Отчаявшийся договориться с Вяземским и увязнувший в тяжбах с соседскими помещиками в Галичской провинции Сытин на протяжении нескольких лет без успеха обращался за помощью к М. А. Румянцевой, П. И. Панину, Н. Б. Самойлову, братьям Орловым и князю Н. М. Голицыну. Однажды ему даже удалось подкараулить фаворита императрицы Г. Г. Орлова, когда тот прогуливался с собакой, и вручить ему свое прошение, но Орлов сунул его в карман, не читая.
В поле зрения органов политического сыска Сытин попал после того, как написал некое бессвязное письмо на имя императрицы на русском и немецком языках. Вполне здраво рассказав в Тайной экспедиции подробности своей жизни (некоторые из них в нашем пересказе опущены), во время следствия Сытин вел себя неадекватно. Он то называл Екатерину II своей женой, то говорил, что извиняться перед ней не станет, поскольку, дескать, так каждый может написать что угодно, а потом извиниться. Если же при разборе его дела с Вяземским он окажется не прав, то пусть его посадят на кол, но лучше пусть определят в хоть какую-нибудь службу.
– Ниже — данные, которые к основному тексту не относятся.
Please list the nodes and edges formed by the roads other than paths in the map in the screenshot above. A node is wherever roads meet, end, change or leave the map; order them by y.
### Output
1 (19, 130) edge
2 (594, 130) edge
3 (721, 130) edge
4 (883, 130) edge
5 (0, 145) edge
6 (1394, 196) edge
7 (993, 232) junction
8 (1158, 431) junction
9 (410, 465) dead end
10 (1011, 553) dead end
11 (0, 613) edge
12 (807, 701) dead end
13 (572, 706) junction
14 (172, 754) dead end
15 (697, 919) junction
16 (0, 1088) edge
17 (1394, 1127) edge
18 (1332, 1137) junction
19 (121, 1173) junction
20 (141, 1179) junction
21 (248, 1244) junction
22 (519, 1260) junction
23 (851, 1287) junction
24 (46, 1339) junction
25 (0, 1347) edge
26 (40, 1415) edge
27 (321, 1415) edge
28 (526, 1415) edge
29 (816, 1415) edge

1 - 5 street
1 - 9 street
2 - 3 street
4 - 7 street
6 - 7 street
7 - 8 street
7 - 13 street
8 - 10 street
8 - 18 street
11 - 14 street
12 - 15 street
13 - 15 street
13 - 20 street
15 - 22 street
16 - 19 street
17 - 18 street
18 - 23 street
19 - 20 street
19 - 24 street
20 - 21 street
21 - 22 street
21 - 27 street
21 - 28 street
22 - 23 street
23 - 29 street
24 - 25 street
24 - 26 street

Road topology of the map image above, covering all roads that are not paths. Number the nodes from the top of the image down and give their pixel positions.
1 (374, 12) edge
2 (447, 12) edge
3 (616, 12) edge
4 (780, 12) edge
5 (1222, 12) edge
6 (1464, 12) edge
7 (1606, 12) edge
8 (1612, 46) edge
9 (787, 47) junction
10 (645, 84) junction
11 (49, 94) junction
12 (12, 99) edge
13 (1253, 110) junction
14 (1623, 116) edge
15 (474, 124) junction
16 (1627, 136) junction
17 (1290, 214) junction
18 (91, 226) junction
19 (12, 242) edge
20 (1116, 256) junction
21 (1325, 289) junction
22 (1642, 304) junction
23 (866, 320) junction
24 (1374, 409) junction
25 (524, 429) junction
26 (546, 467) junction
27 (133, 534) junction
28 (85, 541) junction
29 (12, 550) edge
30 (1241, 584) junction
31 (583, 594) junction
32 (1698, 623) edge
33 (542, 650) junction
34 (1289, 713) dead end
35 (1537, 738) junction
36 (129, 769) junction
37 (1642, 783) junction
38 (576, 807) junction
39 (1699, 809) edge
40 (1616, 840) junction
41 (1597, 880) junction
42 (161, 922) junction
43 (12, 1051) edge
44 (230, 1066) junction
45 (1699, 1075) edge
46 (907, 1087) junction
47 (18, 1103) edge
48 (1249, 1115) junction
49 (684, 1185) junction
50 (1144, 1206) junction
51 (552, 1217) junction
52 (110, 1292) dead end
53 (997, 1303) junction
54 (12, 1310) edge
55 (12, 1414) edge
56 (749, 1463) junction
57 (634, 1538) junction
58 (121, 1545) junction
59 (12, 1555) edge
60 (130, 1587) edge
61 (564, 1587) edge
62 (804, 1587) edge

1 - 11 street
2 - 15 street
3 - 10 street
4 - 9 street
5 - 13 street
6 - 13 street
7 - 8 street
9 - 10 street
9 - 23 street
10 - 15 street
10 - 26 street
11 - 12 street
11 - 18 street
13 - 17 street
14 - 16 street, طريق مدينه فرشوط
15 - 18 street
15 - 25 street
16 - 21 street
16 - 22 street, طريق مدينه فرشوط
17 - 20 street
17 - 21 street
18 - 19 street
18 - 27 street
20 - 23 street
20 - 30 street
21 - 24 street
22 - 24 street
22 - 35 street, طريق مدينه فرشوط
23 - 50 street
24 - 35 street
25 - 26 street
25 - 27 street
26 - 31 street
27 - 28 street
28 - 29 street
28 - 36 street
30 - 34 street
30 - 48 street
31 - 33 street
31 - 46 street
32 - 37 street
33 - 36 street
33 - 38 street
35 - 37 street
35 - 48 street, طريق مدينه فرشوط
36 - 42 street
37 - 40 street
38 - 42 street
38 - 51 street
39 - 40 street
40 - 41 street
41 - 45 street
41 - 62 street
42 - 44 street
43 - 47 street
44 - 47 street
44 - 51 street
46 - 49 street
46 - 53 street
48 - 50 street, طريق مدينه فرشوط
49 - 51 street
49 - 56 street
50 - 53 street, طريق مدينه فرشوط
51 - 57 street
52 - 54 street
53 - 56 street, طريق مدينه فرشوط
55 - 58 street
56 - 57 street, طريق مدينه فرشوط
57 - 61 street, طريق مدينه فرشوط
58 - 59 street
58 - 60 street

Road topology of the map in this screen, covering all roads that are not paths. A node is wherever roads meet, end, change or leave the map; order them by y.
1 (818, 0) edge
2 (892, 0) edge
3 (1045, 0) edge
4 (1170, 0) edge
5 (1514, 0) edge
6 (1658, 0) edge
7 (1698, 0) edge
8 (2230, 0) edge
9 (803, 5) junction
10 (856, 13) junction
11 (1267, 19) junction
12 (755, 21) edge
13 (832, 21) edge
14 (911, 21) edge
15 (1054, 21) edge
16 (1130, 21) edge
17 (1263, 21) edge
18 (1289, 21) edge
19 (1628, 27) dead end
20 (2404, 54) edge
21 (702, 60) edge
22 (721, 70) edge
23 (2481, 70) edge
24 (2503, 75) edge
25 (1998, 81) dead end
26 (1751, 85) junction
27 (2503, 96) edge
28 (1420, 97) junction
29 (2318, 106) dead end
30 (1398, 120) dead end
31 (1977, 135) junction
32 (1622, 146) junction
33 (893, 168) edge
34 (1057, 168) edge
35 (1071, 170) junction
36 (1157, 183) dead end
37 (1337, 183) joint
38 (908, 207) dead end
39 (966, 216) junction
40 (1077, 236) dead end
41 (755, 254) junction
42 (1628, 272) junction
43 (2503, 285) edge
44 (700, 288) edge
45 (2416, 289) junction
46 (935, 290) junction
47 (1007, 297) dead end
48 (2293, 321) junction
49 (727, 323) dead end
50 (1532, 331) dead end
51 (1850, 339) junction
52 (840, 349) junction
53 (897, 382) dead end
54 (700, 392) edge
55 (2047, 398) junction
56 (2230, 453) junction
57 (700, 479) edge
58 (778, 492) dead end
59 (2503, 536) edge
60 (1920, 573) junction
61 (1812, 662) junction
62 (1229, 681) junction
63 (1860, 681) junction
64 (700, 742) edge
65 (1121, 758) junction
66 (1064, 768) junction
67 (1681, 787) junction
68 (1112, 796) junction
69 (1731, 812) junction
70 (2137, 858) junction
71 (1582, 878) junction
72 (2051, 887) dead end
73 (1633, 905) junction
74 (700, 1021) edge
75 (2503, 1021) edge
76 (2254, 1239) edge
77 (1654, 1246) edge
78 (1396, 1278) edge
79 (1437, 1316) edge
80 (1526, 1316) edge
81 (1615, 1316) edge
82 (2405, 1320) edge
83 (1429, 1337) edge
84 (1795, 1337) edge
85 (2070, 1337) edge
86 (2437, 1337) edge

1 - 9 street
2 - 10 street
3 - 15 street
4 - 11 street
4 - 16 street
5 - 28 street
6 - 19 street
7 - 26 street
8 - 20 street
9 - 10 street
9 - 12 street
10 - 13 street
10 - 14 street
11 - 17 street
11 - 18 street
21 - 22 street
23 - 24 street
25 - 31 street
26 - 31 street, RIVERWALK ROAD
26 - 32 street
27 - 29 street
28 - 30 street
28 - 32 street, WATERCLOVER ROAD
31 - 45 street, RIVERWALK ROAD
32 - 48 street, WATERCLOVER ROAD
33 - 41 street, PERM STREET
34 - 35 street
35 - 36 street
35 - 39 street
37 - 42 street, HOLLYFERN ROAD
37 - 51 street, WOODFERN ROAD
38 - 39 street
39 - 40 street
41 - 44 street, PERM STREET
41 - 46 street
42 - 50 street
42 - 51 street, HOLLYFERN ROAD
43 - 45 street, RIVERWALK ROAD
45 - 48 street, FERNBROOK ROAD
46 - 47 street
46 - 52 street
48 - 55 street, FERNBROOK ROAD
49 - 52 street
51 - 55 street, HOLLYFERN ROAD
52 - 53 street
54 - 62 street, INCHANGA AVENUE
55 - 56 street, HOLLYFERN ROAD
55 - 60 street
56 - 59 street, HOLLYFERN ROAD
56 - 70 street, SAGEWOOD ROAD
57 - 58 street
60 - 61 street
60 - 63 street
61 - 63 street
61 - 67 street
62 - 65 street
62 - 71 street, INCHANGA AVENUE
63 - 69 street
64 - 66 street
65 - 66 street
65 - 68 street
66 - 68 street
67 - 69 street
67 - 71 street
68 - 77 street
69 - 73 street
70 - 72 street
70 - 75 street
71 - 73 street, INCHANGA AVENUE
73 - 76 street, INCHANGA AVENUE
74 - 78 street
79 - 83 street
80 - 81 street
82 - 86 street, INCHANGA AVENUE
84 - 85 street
Показательно, что императрица отстранила генерал-прокурора от расследования дела Сытина, полагая, что тот может быть необъективен, и поручила вести дело А. М. Голицыну, по решению которого Александр Кириллович и был отправлен в Спасо-Евфимиев монастырь[332]
.Обследовавший в начале ХX века монастырское кладбище А. С. Пругавин обнаружил там только одно захоронение XVIII века, на могильной плите которого значилось: «Монаха Амвросия, в бельцах Александра Кирилловича Сытина. Скончавшагося 1785 года». «Можно думать, — писал Пругавин, — что монашество он принял незадолго до смерти»[333]
. Возможно, в монашестве беспокойная натура Сытина нашла успокоение, а сам факт наличия могильной плиты, скорее всего, свидетельствует о том, что дети не забыли отца и, видимо, навещали его в монастыре.Как исторический источник дело Сытина позволяет реконструировать жизненный путь человека, не оставившего следа в истории. Однако гораздо интереснее другое: Сытин был одним из элементов русской дворянско-аристократической среды XVIII века, и его неформальные связи и взаимоотношения с другими ее элементами позволяют лучше понять ее устройство и принципы функционирования, и дополняют наши знания ценными деталями по истории повседневности этой эпохи.
Еще одно дело, заслуживающее подробного изложения, — это дело отставного подполковника Карпа Афанасьевича Жукова. В отличие от дела Сытина, подробностей жизни самого Жукова в нем немного[334]
, но зато в нем имеются интереснейшие сведения о том, как рассуждали «о политике» русские люди второй половины Века Просвещения.Карп Жуков и его собеседники
Фамилия Жуков — одна из самых часто встречающихся русских фамилий. Самой распространенной является, конечно, фамилия Иванов, на которой, по словам персонажа романа К. М. Симонова «Живые и мертвые», «вся Россия держится». Однако с аристократической Россией XVIII столетия эта фамилия, на первый взгляд, никак не ассоциируется, и только знатоки истории вспомнят любимца Петра I думного дьяка Автонома Ивановича Иванова, нажившего несметные богатства в качестве главы Поместного приказа. Именно его внучкой была Феодора Николаевна, мать нашего героя Карпа Афанасьевича Жукова. Ее родная тетка Аграфена Автономовна была замужем за Иваном Ильичом Дмитриевым-Мамоновым — младшим[335]
, чей брат, уже упоминавшийся глава следственной комиссии Иван Ильич — старший был женат на царевне Прасковье Ивановне, младшей дочери царя Ивана Алексеевича, и таким образом Жуковы и Ивановы состояли в свойстве с царствующей фамилией. Была среди их родственников и еще одна известная особа — родная сестра Феодоры Николаевны и, соответственно, тетка Карпа Жукова Дарья Николаевна Салтыкова, вошедшая в историю как «Салтычиха». Что же касается отца Карпа, то им был начальник Тульского оружейного завода генерал-поручик Афанасий Семенович Жуков, сын стольника Семена Елизаровича.